# using erlang as the middleman for a ultra-low latency distributed system

## Recommended Posts

phsan    100
I am about to write a distributed system using C++/Linux (ultra-low latency is one of the mandates). I worked on a distributed system before. It does its own data marshalling by the sender app, send it over the wire to the receiver app on a different machine, and de-marshalled by the receiver app. The data are C++ objects.

I can do the same thing. However, I am asking for opinions about using erlang as the middleman to send data between the sender and receiver. I am new to erlang. The idea is that sender will call erlang API to send data to an erlang instance on the same machine. That erlang instance then sends the data to the erlang instance on the receiver app's machine, the receiver app gets the data from this instance through erlang API as well.

I am wondering if
1) this design makes sense in an ultra-low latency environment?
2) more importantly, introducing erlang as the middleman, as supposed to the data marshalling and de-marshalling by the sender and receiver themselves, would introduce significant latency (>1 milli-second)?
3) any better idea?

Thanks

##### Share on other sites
Antheus    2409
[quote name='phsan' timestamp='1307218726' post='4819509']
1) this design makes sense in an ultra-low latency environment?[/quote]
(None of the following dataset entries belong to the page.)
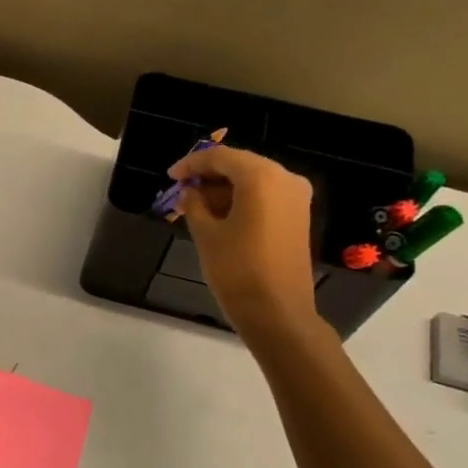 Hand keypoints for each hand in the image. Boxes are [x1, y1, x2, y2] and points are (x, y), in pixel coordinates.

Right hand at [170, 143, 322, 348]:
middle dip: (209, 176)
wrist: (277, 311)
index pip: (221, 157)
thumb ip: (195, 206)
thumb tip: (190, 192)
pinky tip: (219, 216)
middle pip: (241, 165)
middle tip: (181, 191)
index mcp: (261, 178)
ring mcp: (296, 198)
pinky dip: (241, 200)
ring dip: (224, 190)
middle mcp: (285, 179)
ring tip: (195, 207)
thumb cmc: (237, 270)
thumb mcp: (206, 235)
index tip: (170, 176)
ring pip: (254, 181)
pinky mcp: (297, 216)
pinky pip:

How "ultra-low" and with what characteristics?

The lowest I've seen is microsecond latency running on hard real-time systems with dedicated hardware. Most of such systems are PLCs or VHDL or similar. On commodity hardware 1000Hz resolution is next to impossible to guarantee, but can be achieved fairly easily on average.

##### Share on other sites
phsan    100
[quote name='Antheus' timestamp='1307223626' post='4819536']
[quote name='phsan' timestamp='1307218726' post='4819509']
1) this design makes sense in an ultra-low latency environment?[/quote]
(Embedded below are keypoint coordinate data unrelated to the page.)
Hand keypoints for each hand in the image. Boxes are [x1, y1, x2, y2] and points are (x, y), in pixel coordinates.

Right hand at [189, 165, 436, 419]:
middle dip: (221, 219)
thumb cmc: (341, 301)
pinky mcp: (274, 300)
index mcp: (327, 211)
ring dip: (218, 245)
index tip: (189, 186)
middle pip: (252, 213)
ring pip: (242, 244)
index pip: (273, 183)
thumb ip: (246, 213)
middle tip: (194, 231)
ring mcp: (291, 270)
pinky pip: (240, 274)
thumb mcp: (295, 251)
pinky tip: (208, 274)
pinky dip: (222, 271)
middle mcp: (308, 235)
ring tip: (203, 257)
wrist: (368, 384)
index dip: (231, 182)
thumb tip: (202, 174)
How "ultra-low" and with what characteristics?

The lowest I've seen is microsecond latency running on hard real-time systems with dedicated hardware. Most of such systems are PLCs or VHDL or similar. On commodity hardware 1000Hz resolution is next to impossible to guarantee, but can be achieved fairly easily on average.
[/quote]

I am hoping the data transfer from one machine to another on the same LAN can be done within 0.1 milli-second.

##### Share on other sites
hplus0603    11356
[quote name='phsan' timestamp='1307224003' post='4819538']
I am hoping the data transfer from one machine to another on the same LAN can be done within 0.1 milli-second.
[/quote]

Unless you pay a lot for some very custom hardware, that's not really a reasonable hope. You should try to code up a prototype of what you're trying to do, and actually measure it.

Of course, how you measure timing at that resolution is another interesting problem to solve. And if you can't even measure it, does it really matter? :-)

Note that Linux, in hardware, will typically give you a scheduling jitter of at least 3 milliseconds, and up to 10 milliseconds possible, because of the 100 Hz pre-emption tick rate. Windows Server is even worse. If you really want 0.1 millisecond worst-case latencies, you will need some quite custom software (and perhaps hardware, too).

Why do you need these particular latencies? What is the actual application you're trying to build or support?

##### Share on other sites
ApochPiQ    23061
Think about it logically.

Anything Erlang does to serialize and deserialize its data across the network is going to have on the same order of magnitude an overhead as a properly done custom implementation. However, Erlang also has to support what is likely a much richer set of features and capabilities than your custom system; therefore, it is likely to have [i]more [/i]overhead on the average than a carefully tuned custom implementation. Unless you want to rewrite portions of the Erlang infrastructure, you won't be able to customize it to remove unnecessary overhead or optimize for common conditions in your particular situation.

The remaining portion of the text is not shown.